**INSTRUCTIONS FOR THE TASK:**
The records below are to be restated word for word, with their images omitted.

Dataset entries
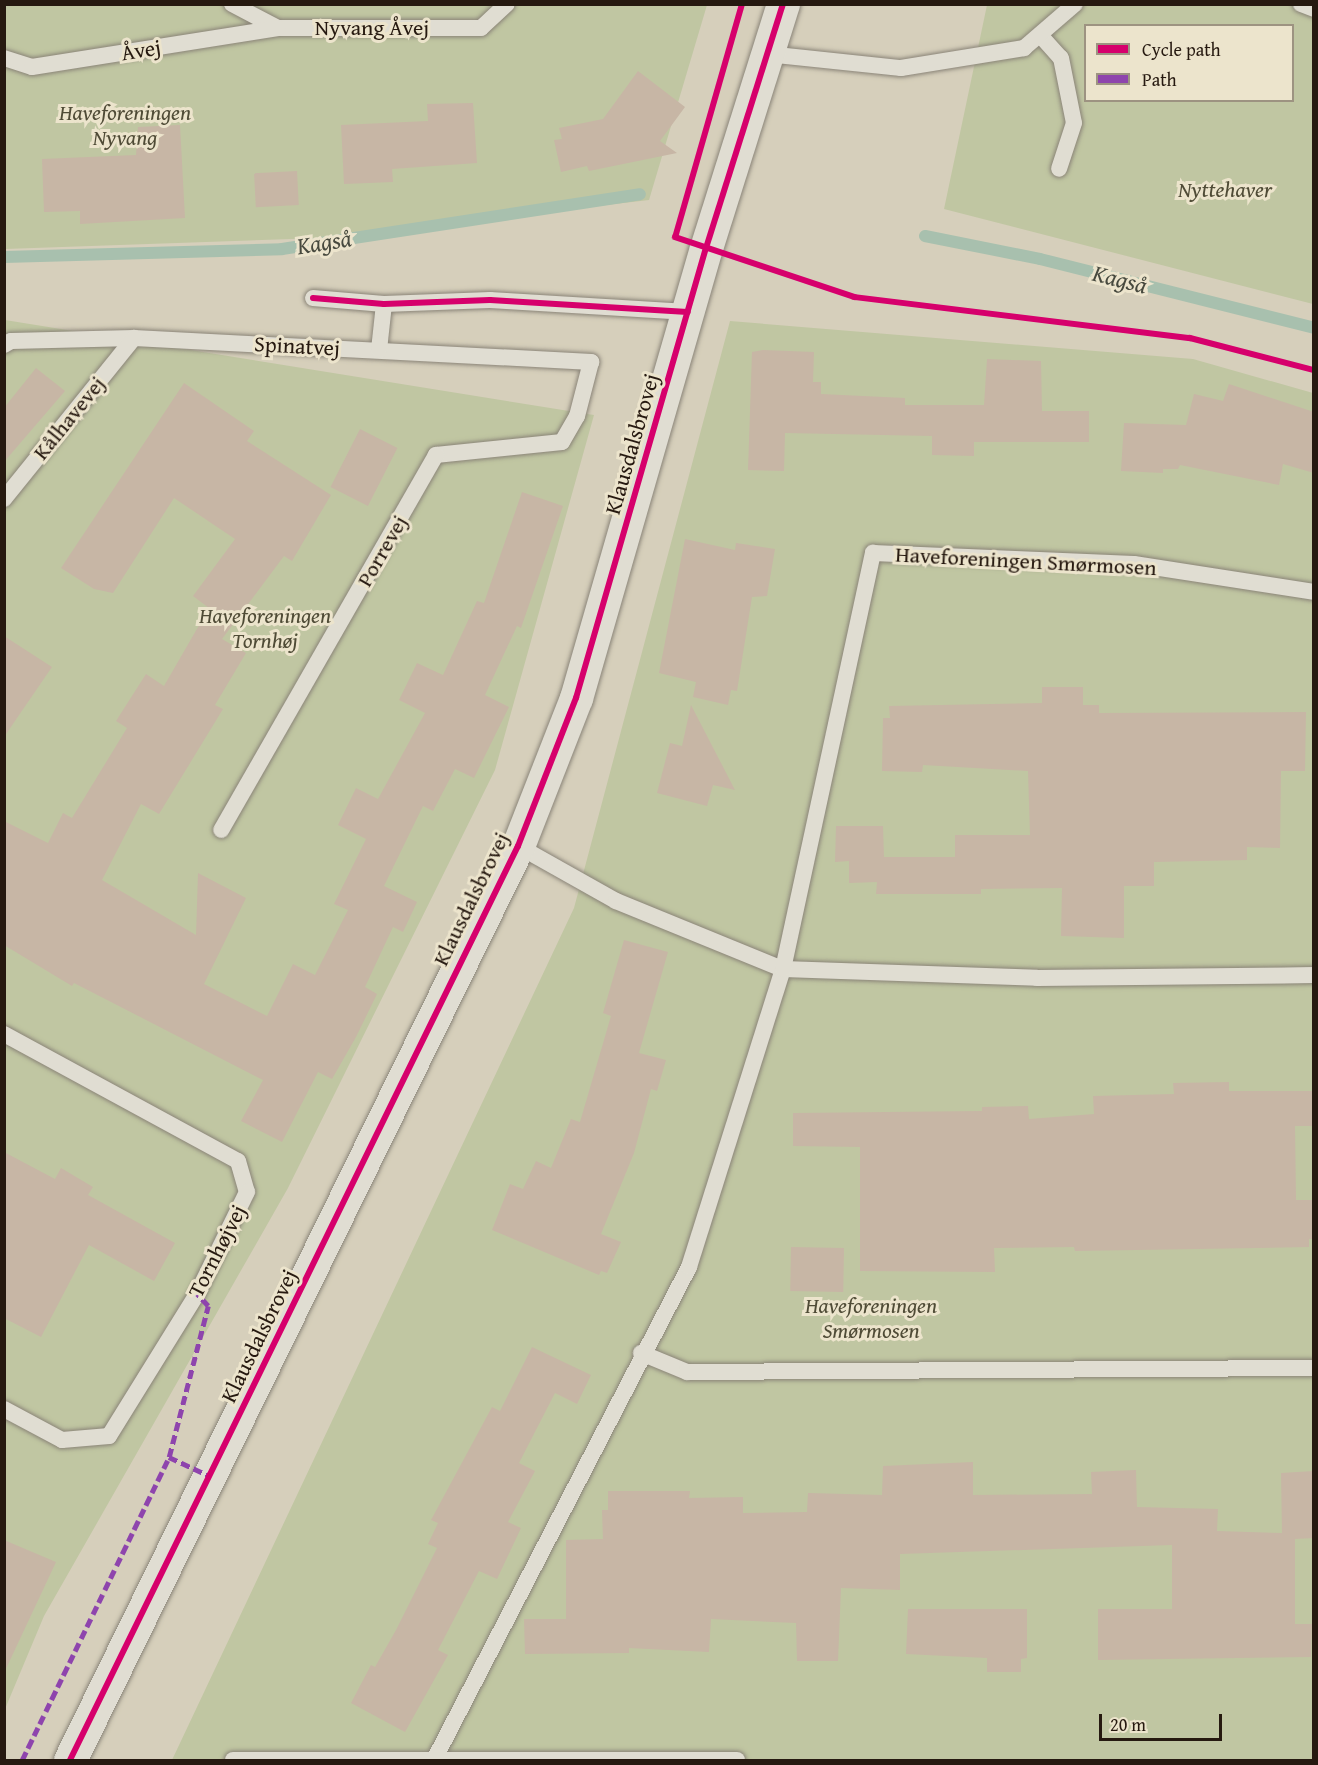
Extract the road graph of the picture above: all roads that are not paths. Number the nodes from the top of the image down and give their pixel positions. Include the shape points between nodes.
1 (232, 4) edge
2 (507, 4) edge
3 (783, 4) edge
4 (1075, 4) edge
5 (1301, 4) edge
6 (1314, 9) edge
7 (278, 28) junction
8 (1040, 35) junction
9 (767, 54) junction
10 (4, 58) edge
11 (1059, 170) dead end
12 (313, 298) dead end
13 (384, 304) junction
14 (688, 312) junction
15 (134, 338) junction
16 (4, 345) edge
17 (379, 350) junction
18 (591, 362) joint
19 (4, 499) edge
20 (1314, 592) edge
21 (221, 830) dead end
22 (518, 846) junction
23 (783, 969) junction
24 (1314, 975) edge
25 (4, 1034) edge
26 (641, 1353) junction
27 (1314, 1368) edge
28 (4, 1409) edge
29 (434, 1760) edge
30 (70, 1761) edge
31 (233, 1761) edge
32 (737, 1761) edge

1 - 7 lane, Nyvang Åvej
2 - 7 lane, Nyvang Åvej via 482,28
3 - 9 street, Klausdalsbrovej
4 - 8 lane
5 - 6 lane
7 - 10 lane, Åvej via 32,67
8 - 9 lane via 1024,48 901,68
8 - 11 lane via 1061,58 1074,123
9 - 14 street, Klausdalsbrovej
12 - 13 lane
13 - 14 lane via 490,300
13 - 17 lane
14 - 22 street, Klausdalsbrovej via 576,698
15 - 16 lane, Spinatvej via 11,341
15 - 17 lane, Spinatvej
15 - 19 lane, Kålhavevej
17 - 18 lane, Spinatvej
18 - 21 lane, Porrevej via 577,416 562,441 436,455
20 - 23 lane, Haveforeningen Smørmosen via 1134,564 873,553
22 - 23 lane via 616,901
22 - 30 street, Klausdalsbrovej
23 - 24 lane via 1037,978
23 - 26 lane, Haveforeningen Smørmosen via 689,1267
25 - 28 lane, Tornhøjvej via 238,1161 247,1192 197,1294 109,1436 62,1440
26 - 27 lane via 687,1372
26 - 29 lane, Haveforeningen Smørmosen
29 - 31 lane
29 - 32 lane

**COMPLETED EXERCISE:**
Extract the road graph of the picture above: all roads that are not paths. Number the nodes from the top of the image down and give their pixel positions. Include the shape points between nodes.
1 (232, 4) edge
2 (507, 4) edge
3 (783, 4) edge
4 (1075, 4) edge
5 (1301, 4) edge
6 (1314, 9) edge
7 (278, 28) junction
8 (1040, 35) junction
9 (767, 54) junction
10 (4, 58) edge
11 (1059, 170) dead end
12 (313, 298) dead end
13 (384, 304) junction
14 (688, 312) junction
15 (134, 338) junction
16 (4, 345) edge
17 (379, 350) junction
18 (591, 362) joint
19 (4, 499) edge
20 (1314, 592) edge
21 (221, 830) dead end
22 (518, 846) junction
23 (783, 969) junction
24 (1314, 975) edge
25 (4, 1034) edge
26 (641, 1353) junction
27 (1314, 1368) edge
28 (4, 1409) edge
29 (434, 1760) edge
30 (70, 1761) edge
31 (233, 1761) edge
32 (737, 1761) edge

1 - 7 lane, Nyvang Åvej
2 - 7 lane, Nyvang Åvej via 482,28
3 - 9 street, Klausdalsbrovej
4 - 8 lane
5 - 6 lane
7 - 10 lane, Åvej via 32,67
8 - 9 lane via 1024,48 901,68
8 - 11 lane via 1061,58 1074,123
9 - 14 street, Klausdalsbrovej
12 - 13 lane
13 - 14 lane via 490,300
13 - 17 lane
14 - 22 street, Klausdalsbrovej via 576,698
15 - 16 lane, Spinatvej via 11,341
15 - 17 lane, Spinatvej
15 - 19 lane, Kålhavevej
17 - 18 lane, Spinatvej
18 - 21 lane, Porrevej via 577,416 562,441 436,455
20 - 23 lane, Haveforeningen Smørmosen via 1134,564 873,553
22 - 23 lane via 616,901
22 - 30 street, Klausdalsbrovej
23 - 24 lane via 1037,978
23 - 26 lane, Haveforeningen Smørmosen via 689,1267
25 - 28 lane, Tornhøjvej via 238,1161 247,1192 197,1294 109,1436 62,1440
26 - 27 lane via 687,1372
26 - 29 lane, Haveforeningen Smørmosen
29 - 31 lane
29 - 32 lane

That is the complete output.